Fr. Roger J. Landry
Columbia Catholic Ministry, Notre Dame Church, Manhattan
Monday of the 27th Week in Ordinary Time, Year I
Memorial of Saint John Henry Newman
October 9, 2023
Jon 1:1-2:1-2.11, Jon 2:3-5.8, Lk 10:25-37
To listen to an audio recording of today’s homily, please click below:
https://traffic.libsyn.com/secure/catholicpreaching/10.9.23_Homily_1.mp3
The following points were attempted in the homily:
* Today in the readings we see two great dynamisms, two fundamental polarities in life. The first we see in Jonah in the first reading. When God reveals his will to him, he seeks to flee from the presence of the Lord. He boards a boat heading to Tarshish, which was basically in western Spain, as far west as Jonah would have known of the geography of the time. But such fleeing from the Lord is never a private action. It always impacts those around us, as Jonah’s sinful polarity was risking the life of the fellow mariners.
* We see that same polarity in the first two figures in the Parable of the Good Samaritan in the Gospel. The priest and the levite were fleeing from the love of God and love of neighbor, were fleeing from the type of charity to which God was calling them at the moment. Only the Samaritan, someone whom Jews thought were perpetually in flight from God by worshipping God on Mount Gerizim rather than in Jerusalem, heard God’s call and responded. If Jesus gave the parable today, it would be as if a man had been mugged, abused, and dropped in a sewer waiting to die and the Pope and Missionaries of Charity, hearing the groaning, crossed the road so that they wouldn’t get involved, but then a drug dealer and pimp, or a member of Al Qaeda, or someone convicted of a heinous crime, or someone else many of the people in the world think a despicable loser drew near to care for him, nurse him back to health and sacrifice money for his future care.
* What leads to the transition from fleeing from the Lord to that of drawing near?
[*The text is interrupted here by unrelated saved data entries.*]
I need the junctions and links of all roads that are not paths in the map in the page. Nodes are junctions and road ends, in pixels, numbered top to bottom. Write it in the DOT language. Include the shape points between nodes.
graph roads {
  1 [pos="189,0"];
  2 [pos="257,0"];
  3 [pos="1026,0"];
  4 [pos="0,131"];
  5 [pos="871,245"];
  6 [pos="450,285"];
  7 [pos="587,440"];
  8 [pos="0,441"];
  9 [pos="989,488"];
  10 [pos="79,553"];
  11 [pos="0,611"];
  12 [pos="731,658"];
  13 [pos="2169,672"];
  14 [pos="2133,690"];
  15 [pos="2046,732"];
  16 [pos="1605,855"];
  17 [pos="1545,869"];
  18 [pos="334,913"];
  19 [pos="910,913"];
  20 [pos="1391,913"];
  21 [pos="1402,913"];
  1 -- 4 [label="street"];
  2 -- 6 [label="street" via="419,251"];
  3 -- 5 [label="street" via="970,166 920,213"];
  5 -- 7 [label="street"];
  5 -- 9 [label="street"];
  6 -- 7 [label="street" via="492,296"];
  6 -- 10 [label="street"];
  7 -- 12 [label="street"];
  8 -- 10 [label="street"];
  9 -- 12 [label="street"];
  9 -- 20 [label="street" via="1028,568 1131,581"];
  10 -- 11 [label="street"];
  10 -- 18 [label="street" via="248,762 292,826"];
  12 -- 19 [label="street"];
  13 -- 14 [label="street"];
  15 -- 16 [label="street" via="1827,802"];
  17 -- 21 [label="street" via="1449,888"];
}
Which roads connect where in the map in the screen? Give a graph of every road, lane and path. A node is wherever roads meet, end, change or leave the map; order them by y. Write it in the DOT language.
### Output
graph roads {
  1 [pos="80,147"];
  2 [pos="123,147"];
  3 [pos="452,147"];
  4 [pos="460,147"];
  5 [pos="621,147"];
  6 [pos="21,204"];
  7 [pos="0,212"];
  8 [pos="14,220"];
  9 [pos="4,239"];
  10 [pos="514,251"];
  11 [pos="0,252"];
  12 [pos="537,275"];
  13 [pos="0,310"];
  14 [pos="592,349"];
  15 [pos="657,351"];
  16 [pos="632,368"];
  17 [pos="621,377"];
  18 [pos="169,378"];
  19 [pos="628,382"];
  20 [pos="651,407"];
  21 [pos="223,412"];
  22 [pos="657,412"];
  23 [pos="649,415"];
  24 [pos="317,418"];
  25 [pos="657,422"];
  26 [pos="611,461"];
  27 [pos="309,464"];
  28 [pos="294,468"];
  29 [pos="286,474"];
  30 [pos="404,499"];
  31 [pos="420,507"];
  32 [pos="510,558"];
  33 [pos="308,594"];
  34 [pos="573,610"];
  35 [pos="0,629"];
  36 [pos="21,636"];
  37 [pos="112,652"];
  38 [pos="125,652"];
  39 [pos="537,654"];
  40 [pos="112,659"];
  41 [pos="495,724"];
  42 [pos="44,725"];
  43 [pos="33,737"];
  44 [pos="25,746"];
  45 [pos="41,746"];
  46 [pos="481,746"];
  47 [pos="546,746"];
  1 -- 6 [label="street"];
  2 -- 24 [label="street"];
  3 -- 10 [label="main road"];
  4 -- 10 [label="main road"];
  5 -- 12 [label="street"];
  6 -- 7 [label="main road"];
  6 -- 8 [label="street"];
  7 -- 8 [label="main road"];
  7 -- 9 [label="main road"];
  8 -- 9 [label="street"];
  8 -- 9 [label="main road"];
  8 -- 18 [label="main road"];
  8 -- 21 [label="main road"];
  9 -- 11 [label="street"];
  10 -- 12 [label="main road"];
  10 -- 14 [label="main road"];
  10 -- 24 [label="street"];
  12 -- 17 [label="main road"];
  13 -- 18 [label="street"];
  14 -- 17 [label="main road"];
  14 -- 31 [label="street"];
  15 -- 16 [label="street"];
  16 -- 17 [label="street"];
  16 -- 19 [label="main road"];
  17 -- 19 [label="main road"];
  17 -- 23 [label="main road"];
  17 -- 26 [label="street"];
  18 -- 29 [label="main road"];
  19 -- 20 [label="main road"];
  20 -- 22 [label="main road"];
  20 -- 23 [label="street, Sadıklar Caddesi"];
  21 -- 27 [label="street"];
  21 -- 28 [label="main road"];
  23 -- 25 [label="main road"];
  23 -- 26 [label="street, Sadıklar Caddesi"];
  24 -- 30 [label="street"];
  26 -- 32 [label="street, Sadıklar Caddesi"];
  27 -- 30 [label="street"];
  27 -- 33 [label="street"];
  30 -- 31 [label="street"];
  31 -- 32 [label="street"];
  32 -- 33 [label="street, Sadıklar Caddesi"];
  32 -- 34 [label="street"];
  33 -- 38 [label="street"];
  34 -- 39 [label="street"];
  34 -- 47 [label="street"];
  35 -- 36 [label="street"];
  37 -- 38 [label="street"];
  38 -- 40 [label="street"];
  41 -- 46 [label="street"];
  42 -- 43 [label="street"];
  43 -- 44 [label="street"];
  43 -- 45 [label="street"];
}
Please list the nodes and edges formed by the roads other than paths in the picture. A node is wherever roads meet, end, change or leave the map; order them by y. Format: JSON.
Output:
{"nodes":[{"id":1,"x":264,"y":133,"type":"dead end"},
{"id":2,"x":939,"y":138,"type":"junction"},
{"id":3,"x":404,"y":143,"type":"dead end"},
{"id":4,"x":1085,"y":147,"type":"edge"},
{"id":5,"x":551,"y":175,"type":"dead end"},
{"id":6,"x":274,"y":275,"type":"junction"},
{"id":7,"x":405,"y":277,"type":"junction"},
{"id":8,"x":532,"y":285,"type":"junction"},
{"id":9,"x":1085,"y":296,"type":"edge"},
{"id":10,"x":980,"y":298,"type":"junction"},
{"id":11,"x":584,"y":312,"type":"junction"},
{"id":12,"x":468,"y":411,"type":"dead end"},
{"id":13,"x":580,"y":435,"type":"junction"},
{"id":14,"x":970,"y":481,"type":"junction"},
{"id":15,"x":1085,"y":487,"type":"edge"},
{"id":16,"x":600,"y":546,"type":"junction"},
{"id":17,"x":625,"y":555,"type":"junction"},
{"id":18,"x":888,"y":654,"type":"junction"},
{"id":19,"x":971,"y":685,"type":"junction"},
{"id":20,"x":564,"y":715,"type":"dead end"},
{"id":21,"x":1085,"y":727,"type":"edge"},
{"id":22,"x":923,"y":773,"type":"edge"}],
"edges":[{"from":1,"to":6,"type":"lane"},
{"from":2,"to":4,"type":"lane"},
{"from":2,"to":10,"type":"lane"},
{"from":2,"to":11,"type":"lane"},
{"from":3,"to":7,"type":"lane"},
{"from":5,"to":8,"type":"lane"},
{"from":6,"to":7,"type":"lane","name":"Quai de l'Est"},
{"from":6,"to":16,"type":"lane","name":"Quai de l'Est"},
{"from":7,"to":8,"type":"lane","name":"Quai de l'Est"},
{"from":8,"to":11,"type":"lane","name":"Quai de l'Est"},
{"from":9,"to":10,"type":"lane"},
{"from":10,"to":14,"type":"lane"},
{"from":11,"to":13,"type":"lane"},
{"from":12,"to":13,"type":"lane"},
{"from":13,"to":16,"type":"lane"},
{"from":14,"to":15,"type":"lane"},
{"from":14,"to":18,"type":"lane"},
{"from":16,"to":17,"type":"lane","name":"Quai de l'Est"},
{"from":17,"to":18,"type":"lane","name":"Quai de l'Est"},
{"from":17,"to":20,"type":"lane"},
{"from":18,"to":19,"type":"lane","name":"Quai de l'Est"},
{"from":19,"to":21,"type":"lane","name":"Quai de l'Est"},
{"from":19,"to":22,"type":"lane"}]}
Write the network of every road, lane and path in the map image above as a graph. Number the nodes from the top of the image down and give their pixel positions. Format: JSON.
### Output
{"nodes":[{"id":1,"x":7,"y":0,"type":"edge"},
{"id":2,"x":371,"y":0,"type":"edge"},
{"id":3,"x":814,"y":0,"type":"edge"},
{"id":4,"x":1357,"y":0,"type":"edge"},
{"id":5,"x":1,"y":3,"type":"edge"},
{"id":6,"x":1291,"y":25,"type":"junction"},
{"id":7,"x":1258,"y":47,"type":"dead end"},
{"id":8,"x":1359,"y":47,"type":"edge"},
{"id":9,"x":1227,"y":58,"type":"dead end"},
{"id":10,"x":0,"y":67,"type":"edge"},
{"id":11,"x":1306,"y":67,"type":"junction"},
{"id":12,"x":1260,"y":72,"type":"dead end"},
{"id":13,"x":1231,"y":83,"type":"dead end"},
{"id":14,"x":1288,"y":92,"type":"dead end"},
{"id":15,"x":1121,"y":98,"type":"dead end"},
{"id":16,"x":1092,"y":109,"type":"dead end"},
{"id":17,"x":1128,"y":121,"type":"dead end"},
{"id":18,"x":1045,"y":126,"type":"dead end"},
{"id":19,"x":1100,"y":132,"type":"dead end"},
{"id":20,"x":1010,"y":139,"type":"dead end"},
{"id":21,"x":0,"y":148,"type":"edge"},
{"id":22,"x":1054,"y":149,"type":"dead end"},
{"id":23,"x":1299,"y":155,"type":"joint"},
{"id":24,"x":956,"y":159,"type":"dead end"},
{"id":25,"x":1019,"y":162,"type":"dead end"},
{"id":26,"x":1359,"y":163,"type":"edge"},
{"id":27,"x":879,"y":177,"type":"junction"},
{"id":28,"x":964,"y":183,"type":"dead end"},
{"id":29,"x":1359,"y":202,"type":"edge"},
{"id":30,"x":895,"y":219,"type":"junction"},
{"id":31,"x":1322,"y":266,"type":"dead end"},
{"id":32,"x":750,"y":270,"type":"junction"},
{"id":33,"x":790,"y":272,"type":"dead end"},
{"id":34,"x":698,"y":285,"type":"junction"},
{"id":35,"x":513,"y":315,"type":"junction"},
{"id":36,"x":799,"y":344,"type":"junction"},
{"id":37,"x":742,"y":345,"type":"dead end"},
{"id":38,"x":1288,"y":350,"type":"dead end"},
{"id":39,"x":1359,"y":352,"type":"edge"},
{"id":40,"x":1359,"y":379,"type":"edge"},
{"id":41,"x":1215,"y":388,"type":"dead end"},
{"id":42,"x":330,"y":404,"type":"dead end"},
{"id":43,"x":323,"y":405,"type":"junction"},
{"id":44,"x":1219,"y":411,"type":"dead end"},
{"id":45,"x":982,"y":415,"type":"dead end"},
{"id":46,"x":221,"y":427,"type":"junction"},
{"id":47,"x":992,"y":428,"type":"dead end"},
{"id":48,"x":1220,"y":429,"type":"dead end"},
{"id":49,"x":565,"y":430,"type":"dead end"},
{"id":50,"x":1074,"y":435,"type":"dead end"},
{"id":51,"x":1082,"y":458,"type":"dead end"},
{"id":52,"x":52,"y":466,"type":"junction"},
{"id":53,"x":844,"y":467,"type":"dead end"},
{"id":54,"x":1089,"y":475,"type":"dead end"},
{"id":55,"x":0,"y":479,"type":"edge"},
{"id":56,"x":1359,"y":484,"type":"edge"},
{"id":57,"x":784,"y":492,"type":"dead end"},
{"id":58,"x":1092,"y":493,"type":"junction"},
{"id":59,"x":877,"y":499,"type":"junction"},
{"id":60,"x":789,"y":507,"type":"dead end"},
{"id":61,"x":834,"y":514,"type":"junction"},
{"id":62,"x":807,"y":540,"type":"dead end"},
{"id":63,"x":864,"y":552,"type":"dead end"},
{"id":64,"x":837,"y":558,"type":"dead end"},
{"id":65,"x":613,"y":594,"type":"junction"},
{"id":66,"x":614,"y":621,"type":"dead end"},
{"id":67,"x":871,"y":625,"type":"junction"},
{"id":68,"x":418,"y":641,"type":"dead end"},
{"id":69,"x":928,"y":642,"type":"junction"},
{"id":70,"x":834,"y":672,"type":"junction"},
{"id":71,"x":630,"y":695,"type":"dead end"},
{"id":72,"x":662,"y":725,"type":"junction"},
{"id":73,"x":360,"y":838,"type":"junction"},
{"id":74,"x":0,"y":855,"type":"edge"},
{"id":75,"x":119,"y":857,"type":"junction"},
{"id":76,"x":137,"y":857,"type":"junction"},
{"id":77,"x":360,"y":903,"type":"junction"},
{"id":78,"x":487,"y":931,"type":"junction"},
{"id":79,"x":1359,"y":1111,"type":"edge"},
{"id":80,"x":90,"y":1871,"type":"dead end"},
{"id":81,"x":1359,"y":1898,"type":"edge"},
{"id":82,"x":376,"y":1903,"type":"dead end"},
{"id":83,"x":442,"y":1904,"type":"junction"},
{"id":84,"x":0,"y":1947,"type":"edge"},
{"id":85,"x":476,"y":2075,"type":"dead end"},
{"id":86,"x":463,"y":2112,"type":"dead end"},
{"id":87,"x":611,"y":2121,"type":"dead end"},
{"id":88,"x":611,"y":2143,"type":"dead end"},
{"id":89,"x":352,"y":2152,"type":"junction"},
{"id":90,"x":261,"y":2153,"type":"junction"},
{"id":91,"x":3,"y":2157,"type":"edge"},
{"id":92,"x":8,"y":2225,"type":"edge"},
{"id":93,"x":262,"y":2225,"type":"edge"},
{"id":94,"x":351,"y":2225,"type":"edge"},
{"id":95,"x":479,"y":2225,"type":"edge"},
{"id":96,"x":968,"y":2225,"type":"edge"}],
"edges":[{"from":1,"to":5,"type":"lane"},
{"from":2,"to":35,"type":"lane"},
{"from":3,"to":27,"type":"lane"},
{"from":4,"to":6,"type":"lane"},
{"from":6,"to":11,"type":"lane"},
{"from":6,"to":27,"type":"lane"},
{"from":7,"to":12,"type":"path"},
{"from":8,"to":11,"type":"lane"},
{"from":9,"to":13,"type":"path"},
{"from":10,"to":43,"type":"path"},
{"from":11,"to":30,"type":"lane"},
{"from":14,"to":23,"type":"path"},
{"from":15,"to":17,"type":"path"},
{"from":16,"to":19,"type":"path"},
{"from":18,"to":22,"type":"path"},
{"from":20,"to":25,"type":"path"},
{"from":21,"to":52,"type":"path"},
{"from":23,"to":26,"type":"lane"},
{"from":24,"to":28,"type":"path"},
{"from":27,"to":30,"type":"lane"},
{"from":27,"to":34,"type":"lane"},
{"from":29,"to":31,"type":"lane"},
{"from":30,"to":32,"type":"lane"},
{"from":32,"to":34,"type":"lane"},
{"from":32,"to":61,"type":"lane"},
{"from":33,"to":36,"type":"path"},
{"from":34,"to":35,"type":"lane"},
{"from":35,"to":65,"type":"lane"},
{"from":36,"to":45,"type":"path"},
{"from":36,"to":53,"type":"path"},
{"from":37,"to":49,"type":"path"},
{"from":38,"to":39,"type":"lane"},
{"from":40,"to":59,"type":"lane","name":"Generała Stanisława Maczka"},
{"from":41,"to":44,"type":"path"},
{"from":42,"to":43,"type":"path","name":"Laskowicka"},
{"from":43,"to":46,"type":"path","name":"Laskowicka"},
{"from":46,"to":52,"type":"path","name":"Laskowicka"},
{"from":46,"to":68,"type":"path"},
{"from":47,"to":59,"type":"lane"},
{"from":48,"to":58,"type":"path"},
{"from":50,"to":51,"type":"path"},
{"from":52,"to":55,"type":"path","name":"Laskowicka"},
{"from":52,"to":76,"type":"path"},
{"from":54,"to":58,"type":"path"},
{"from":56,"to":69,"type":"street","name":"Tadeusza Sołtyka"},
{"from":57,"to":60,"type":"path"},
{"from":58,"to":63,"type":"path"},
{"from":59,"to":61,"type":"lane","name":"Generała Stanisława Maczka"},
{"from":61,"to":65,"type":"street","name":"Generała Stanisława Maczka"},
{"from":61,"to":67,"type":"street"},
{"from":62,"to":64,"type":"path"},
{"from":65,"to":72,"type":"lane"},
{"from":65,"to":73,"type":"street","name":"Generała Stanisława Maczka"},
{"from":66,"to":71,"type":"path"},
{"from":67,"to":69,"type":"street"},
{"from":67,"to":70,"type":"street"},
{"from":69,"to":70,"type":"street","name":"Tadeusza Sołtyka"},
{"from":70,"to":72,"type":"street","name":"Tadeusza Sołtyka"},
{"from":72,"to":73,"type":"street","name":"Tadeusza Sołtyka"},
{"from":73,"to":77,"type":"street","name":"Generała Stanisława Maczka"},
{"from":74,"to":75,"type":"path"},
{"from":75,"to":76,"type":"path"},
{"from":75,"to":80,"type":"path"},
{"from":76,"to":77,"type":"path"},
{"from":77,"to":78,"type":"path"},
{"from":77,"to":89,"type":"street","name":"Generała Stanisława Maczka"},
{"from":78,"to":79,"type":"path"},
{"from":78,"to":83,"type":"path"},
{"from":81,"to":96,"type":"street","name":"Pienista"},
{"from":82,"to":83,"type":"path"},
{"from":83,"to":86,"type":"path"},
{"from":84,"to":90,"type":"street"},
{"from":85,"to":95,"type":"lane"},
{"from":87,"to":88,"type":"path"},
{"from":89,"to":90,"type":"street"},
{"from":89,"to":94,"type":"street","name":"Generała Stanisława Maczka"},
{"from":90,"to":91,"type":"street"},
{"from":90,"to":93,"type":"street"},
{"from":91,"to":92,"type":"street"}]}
The answer is found in the responsory to the first reading, which is in fact part of the second chapter of Jonah that was excised from the first reading so that we could make Jonah’s prayer our own. Prayer, real contact with God, transforms us from those who flee the Lord to those who serve and love and the Lord, especially in others. God himself transforms us to set us on his path.
* Today in the Gospel, Jesus describes that path for us. A scholar of the law approaches to test Jesus about what he needs to do to inherit eternal life. Jesus flips the question around and asks the scribe what he thinks the answer is from his study of the law. He gives the same synthetic answer that Jesus gave elsewhere (Mt 22:34-40): to love God with all we have and to love our neighbor like we love ourselves. Jesus told him that he had answered correctly, but he added something else: “Do this and you will live.” It was clear that the scholar knew what needed to be done, but Jesus, seeing his heart, recognized that the struggle for this scribe would be to practice what he knew. Salvation isn’t dependent so much on our intelligence, on what we know, but who we are, and our character is forged by our action. We see how right Jesus was in the scribe’s follow-up question. Wishing to justify himself, he asked, “And who is my neighbor?” At first glance, the question might seem one of sincere inquisitiveness, but behind it is the premise that there are some people who are his neighbors and some who are not. The typical Jews of the time thought that they were to love their neighbor and hate their enemy (Mt 5:43), that they were supposed to care for those Jews who followed the law, but cut themselves off from sinners, from Samaritans, from Gentiles and from basically everyone who didn’t toe the line.